By making it easier to become a lawyer, we could undermine this malicious dynamic. Make law schools two years instead of three. Or better yet: Get rid of law schools altogether and make law an undergraduate degree. Eliminate the bar exam or, if you’d like, make passage of it the only requirement to practice law and get rid of all the rest of the qualifications. One way or another, we should do what it takes to flood the market with legal credentials and drag lawyers down into the pits or financial normality with the rest of the middle class.

…And really, quality reductions are perfectly fine provided they come with huge savings. Saving money by going with a lower quality product is a tradeoff we make all the time in our economy. Lawyers should be exposed to the possibility of those kinds of tradeoffs just as much as anyone else is.

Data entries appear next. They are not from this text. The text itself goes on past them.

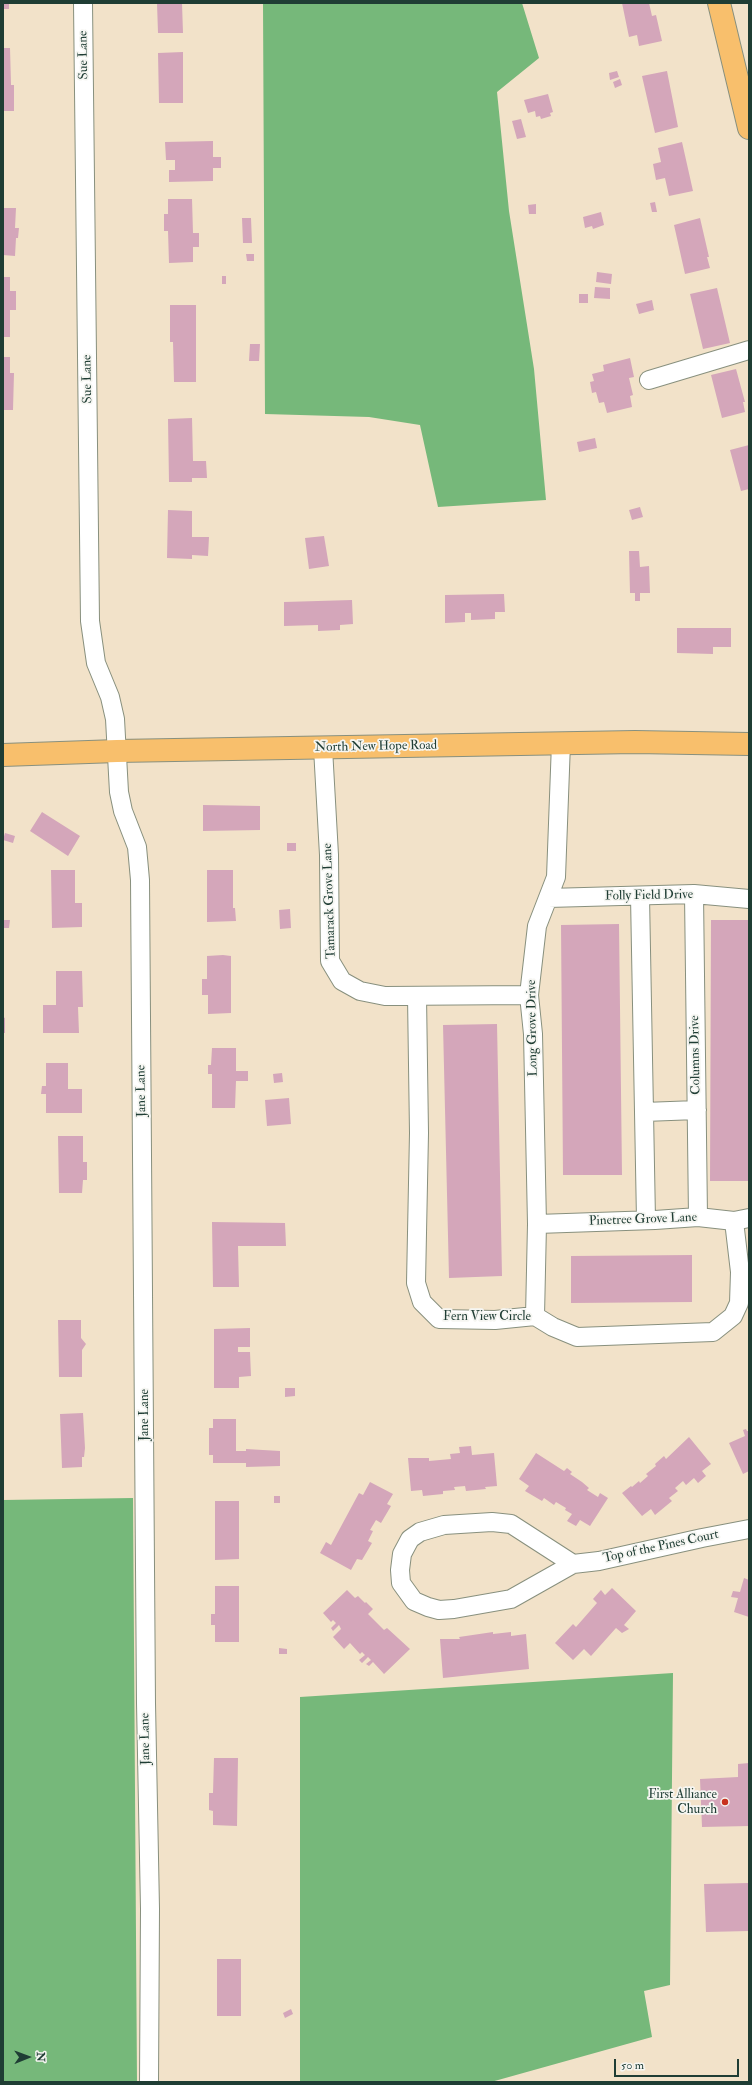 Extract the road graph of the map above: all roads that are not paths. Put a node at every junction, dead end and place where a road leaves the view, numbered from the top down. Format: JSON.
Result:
{"nodes":[{"id":1,"x":83,"y":3,"type":"edge"},
{"id":2,"x":719,"y":3,"type":"edge"},
{"id":3,"x":749,"y":128,"type":"edge"},
{"id":4,"x":749,"y":350,"type":"edge"},
{"id":5,"x":649,"y":380,"type":"dead end"},
{"id":6,"x":561,"y":743,"type":"junction"},
{"id":7,"x":749,"y":744,"type":"edge"},
{"id":8,"x":322,"y":748,"type":"junction"},
{"id":9,"x":117,"y":751,"type":"junction"},
{"id":10,"x":3,"y":755,"type":"edge"},
{"id":11,"x":694,"y":894,"type":"junction"},
{"id":12,"x":640,"y":896,"type":"junction"},
{"id":13,"x":548,"y":898,"type":"junction"},
{"id":14,"x":749,"y":899,"type":"edge"},
{"id":15,"x":530,"y":995,"type":"junction"},
{"id":16,"x":416,"y":996,"type":"junction"},
{"id":17,"x":696,"y":1110,"type":"junction"},
{"id":18,"x":644,"y":1112,"type":"junction"},
{"id":19,"x":698,"y":1217,"type":"junction"},
{"id":20,"x":646,"y":1220,"type":"junction"},
{"id":21,"x":742,"y":1220,"type":"edge"},
{"id":22,"x":537,"y":1224,"type":"junction"},
{"id":23,"x":535,"y":1316,"type":"junction"},
{"id":24,"x":749,"y":1529,"type":"edge"},
{"id":25,"x":573,"y":1564,"type":"junction"},
{"id":26,"x":149,"y":2082,"type":"edge"}],
"edges":[{"from":1,"to":9,"type":"street","name":"Sue Lane"},
{"from":2,"to":3,"type":"main road"},
{"from":4,"to":5,"type":"street"},
{"from":6,"to":7,"type":"main road","name":"North New Hope Road"},
{"from":6,"to":8,"type":"main road","name":"North New Hope Road"},
{"from":6,"to":13,"type":"street","name":"Long Grove Drive"},
{"from":8,"to":9,"type":"main road","name":"North New Hope Road"},
{"from":8,"to":16,"type":"street","name":"Tamarack Grove Lane"},
{"from":9,"to":10,"type":"main road","name":"North New Hope Road"},
{"from":9,"to":26,"type":"street","name":"Jane Lane"},
{"from":11,"to":12,"type":"street","name":"Folly Field Drive"},
{"from":11,"to":14,"type":"street","name":"Folly Field Drive"},
{"from":11,"to":17,"type":"street","name":"Columns Drive"},
{"from":12,"to":13,"type":"street","name":"Folly Field Drive"},
{"from":12,"to":18,"type":"street"},
{"from":13,"to":15,"type":"street","name":"Long Grove Drive"},
{"from":15,"to":16,"type":"street","name":"Tamarack Grove Lane"},
{"from":15,"to":22,"type":"street","name":"Long Grove Drive"},
{"from":16,"to":23,"type":"street","name":"Fern View Circle"},
{"from":17,"to":18,"type":"street"},
{"from":17,"to":19,"type":"street","name":"Columns Drive"},
{"from":18,"to":20,"type":"street"},
{"from":19,"to":20,"type":"street","name":"Pinetree Grove Lane"},
{"from":19,"to":21,"type":"street","name":"Pinetree Grove Lane"},
{"from":20,"to":22,"type":"street","name":"Pinetree Grove Lane"},
{"from":21,"to":23,"type":"street","name":"Fern View Circle"},
{"from":22,"to":23,"type":"street","name":"Long Grove Drive"},
{"from":24,"to":25,"type":"street","name":"Top of the Pines Court"},
{"from":25,"to":25,"type":"street","name":"Top of the Pines Court"}]} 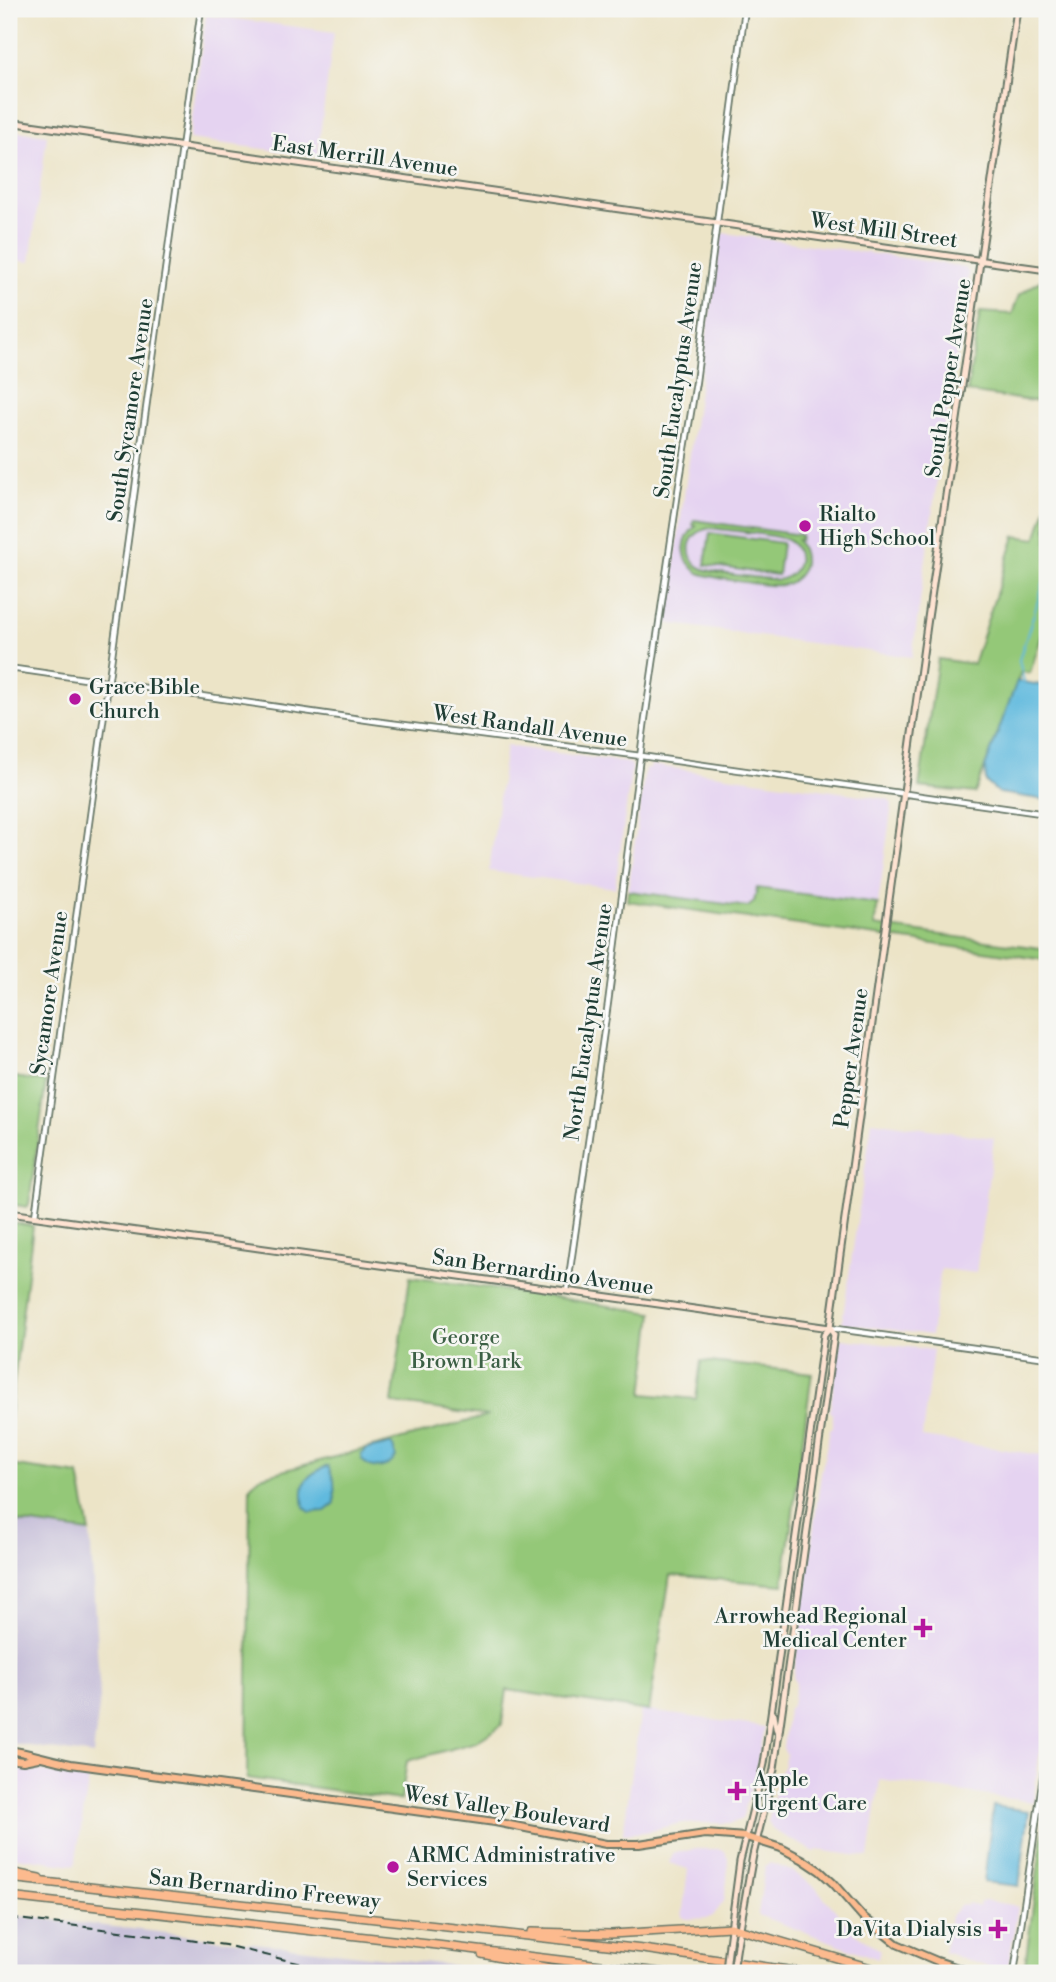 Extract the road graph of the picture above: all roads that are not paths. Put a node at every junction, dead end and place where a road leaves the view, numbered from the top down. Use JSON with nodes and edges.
{"nodes":[{"id":1,"x":201,"y":9,"type":"edge"},
{"id":2,"x":745,"y":9,"type":"edge"},
{"id":3,"x":1017,"y":9,"type":"edge"},
{"id":4,"x":9,"y":122,"type":"edge"},
{"id":5,"x":182,"y":147,"type":"junction"},
{"id":6,"x":717,"y":222,"type":"junction"},
{"id":7,"x":981,"y":260,"type":"junction"},
{"id":8,"x":1047,"y":270,"type":"edge"},
{"id":9,"x":9,"y":668,"type":"edge"},
{"id":10,"x":107,"y":682,"type":"junction"},
{"id":11,"x":641,"y":756,"type":"junction"},
{"id":12,"x":904,"y":793,"type":"junction"},
{"id":13,"x":1047,"y":814,"type":"edge"},
{"id":14,"x":89,"y":816,"type":"joint"},
{"id":15,"x":9,"y":1213,"type":"edge"},
{"id":16,"x":35,"y":1216,"type":"junction"},
{"id":17,"x":567,"y":1291,"type":"junction"},
{"id":18,"x":830,"y":1328,"type":"junction"},
{"id":19,"x":1047,"y":1358,"type":"edge"},
{"id":20,"x":772,"y":1713,"type":"junction"},
{"id":21,"x":779,"y":1735,"type":"junction"},
{"id":22,"x":1047,"y":1749,"type":"edge"},
{"id":23,"x":9,"y":1750,"type":"edge"},
{"id":24,"x":38,"y":1758,"type":"junction"},
{"id":25,"x":9,"y":1759,"type":"edge"},
{"id":26,"x":746,"y":1838,"type":"junction"},
{"id":27,"x":757,"y":1841,"type":"junction"},
{"id":28,"x":9,"y":1872,"type":"edge"},
{"id":29,"x":9,"y":1878,"type":"edge"},
{"id":30,"x":71,"y":1886,"type":"junction"},
{"id":31,"x":9,"y":1897,"type":"edge"},
{"id":32,"x":731,"y":1927,"type":"junction"},
{"id":33,"x":740,"y":1929,"type":"junction"},
{"id":34,"x":491,"y":1932,"type":"junction"},
{"id":35,"x":437,"y":1945,"type":"junction"},
{"id":36,"x":725,"y":1972,"type":"edge"},
{"id":37,"x":733,"y":1972,"type":"edge"},
{"id":38,"x":574,"y":1973,"type":"edge"},
{"id":39,"x":667,"y":1973,"type":"edge"},
{"id":40,"x":809,"y":1973,"type":"edge"},
{"id":41,"x":888,"y":1973,"type":"edge"},
{"id":42,"x":973,"y":1973,"type":"edge"},
{"id":43,"x":1014,"y":1973,"type":"edge"}],
"edges":[{"from":1,"to":5,"type":"street","name":"South Sycamore Avenue"},
{"from":2,"to":6,"type":"street","name":"South Eucalyptus Avenue"},
{"from":3,"to":7,"type":"main road","name":"South Pepper Avenue"},
{"from":4,"to":5,"type":"main road","name":"East Merrill Avenue"},
{"from":5,"to":6,"type":"main road","name":"East Merrill Avenue"},
{"from":5,"to":10,"type":"street","name":"South Sycamore Avenue"},
{"from":6,"to":7,"type":"main road","name":"West Mill Street"},
{"from":6,"to":11,"type":"street","name":"South Eucalyptus Avenue"},
{"from":7,"to":8,"type":"main road","name":"West Mill Street"},
{"from":7,"to":12,"type":"main road","name":"South Pepper Avenue"},
{"from":9,"to":10,"type":"street","name":"West Randall Avenue"},
{"from":10,"to":11,"type":"street","name":"West Randall Avenue"},
{"from":10,"to":14,"type":"street","name":"South Sycamore Avenue"},
{"from":11,"to":12,"type":"street","name":"West Randall Avenue"},
{"from":11,"to":17,"type":"street","name":"North Eucalyptus Avenue"},
{"from":12,"to":13,"type":"street","name":"West Randall Avenue"},
{"from":12,"to":18,"type":"main road","name":"Pepper Avenue"},
{"from":14,"to":16,"type":"street","name":"Sycamore Avenue"},
{"from":15,"to":16,"type":"main road","name":"San Bernardino Avenue"},
{"from":16,"to":17,"type":"main road","name":"San Bernardino Avenue"},
{"from":17,"to":18,"type":"main road","name":"San Bernardino Avenue"},
{"from":18,"to":19,"type":"street","name":"San Bernardino Avenue"},
{"from":18,"to":20,"type":"main road","name":"Pepper Avenue"},
{"from":18,"to":21,"type":"main road","name":"Pepper Avenue"},
{"from":20,"to":21,"type":"main road"},
{"from":20,"to":26,"type":"main road","name":"Pepper Avenue"},
{"from":21,"to":27,"type":"main road","name":"Pepper Avenue"},
{"from":22,"to":43,"type":"street"},
{"from":23,"to":24,"type":"main road","name":"West Valley Boulevard"},
{"from":24,"to":25,"type":"main road","name":"West Valley Boulevard"},
{"from":24,"to":26,"type":"main road","name":"West Valley Boulevard"},
{"from":26,"to":27,"type":"main road","name":"West Valley Boulevard"},
{"from":26,"to":32,"type":"main road","name":"Pepper Avenue"},
{"from":27,"to":33,"type":"main road","name":"Pepper Avenue"},
{"from":27,"to":42,"type":"main road","name":"West Valley Boulevard"},
{"from":28,"to":30,"type":"highway"},
{"from":29,"to":30,"type":"highway","name":"San Bernardino Freeway"},
{"from":30,"to":34,"type":"highway","name":"San Bernardino Freeway"},
{"from":31,"to":35,"type":"highway","name":"San Bernardino Freeway"},
{"from":32,"to":33,"type":"highway"},
{"from":32,"to":34,"type":"highway"},
{"from":32,"to":36,"type":"main road","name":"Pepper Avenue","bridge":true},
{"from":33,"to":37,"type":"main road","name":"Pepper Avenue","bridge":true},
{"from":33,"to":41,"type":"highway"},
{"from":34,"to":40,"type":"highway","name":"San Bernardino Freeway"},
{"from":35,"to":38,"type":"highway"},
{"from":35,"to":39,"type":"highway","name":"San Bernardino Freeway"}]} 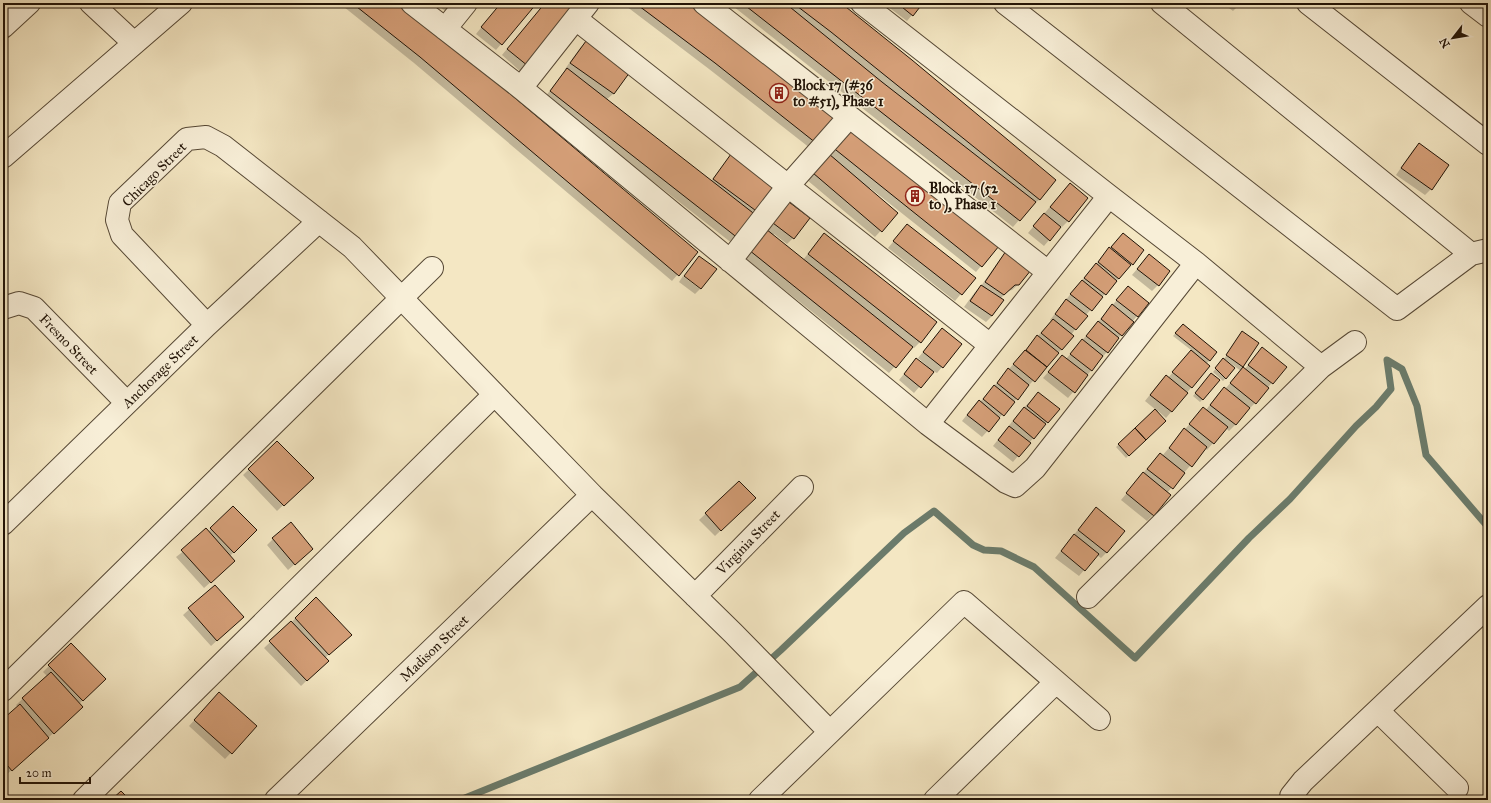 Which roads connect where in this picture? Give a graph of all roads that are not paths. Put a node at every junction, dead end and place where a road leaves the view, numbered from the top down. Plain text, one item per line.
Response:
1 (29, 3) edge
2 (91, 3) edge
3 (181, 3) edge
4 (412, 3) edge
5 (466, 3) edge
6 (704, 3) edge
7 (862, 3) edge
8 (1005, 3) edge
9 (1162, 3) edge
10 (1308, 3) edge
11 (1471, 3) edge
12 (582, 11) edge
13 (1488, 16) edge
14 (3, 27) edge
15 (445, 28) junction
16 (134, 43) junction
17 (521, 88) junction
18 (849, 117) junction
19 (1488, 144) edge
20 (3, 157) edge
21 (788, 186) junction
22 (1108, 196) junction
23 (319, 221) junction
24 (1480, 252) edge
25 (730, 261) junction
26 (1196, 263) junction
27 (432, 268) dead end
28 (1048, 272) junction
29 (401, 299) junction
30 (3, 308) edge
31 (207, 325) junction
32 (1355, 342) dead end
33 (990, 345) junction
34 (1321, 368) junction
35 (494, 395) junction
36 (127, 403) junction
37 (928, 424) junction
38 (802, 487) dead end
39 (592, 495) junction
40 (3, 524) edge
41 (695, 596) junction
42 (1088, 597) dead end
43 (1488, 606) edge
44 (1056, 682) junction
45 (3, 690) edge
46 (1378, 711) junction
47 (1099, 719) dead end
48 (830, 732) junction
49 (1457, 788) dead end
50 (84, 800) edge
51 (276, 800) edge
52 (760, 800) edge
53 (935, 800) edge
54 (1291, 800) edge

1 - 14 street
2 - 16 street
3 - 16 street
4 - 15 street
5 - 15 street
6 - 18 street
7 - 22 street
8 - 24 street
9 - 24 street
10 - 19 street
11 - 13 street
12 - 17 street
12 - 21 street
15 - 17 street
16 - 20 street
17 - 25 street
18 - 21 street
18 - 28 street
21 - 25 street
21 - 33 street
22 - 26 street
22 - 28 street
23 - 29 street, Chicago Street
23 - 31 street, Anchorage Street
23 - 31 street, Chicago Street
25 - 37 street
26 - 34 street
26 - 37 street
27 - 29 street
28 - 33 street
29 - 35 street, Chicago Street
29 - 45 street
30 - 36 street, Fresno Street
31 - 36 street, Anchorage Street
32 - 34 street
33 - 37 street
34 - 42 street
35 - 39 street, Chicago Street
35 - 50 street
36 - 40 street, Anchorage Street
38 - 41 street, Virginia Street
39 - 41 street, Chicago Street
39 - 51 street, Madison Street
41 - 48 street, Chicago Street
43 - 46 street
44 - 47 street
44 - 48 street
44 - 53 street
46 - 49 street
46 - 54 street
48 - 52 street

In America today, we make a big deal about lawyers and what we do. (Just think about all the legal-centric shows on TV…) But the reality is that most of lawyers’ work is pretty mundane. Some of it can be done by computer software. Standing against efforts to “skimp on legal training” is nothing more than standing for efforts to inflate legal salaries through credential rents. Those without a direct stake in such rent-seeking should support efforts to dismantle barriers to entering the legal profession, and delight in all of the savings that such a thing would deliver.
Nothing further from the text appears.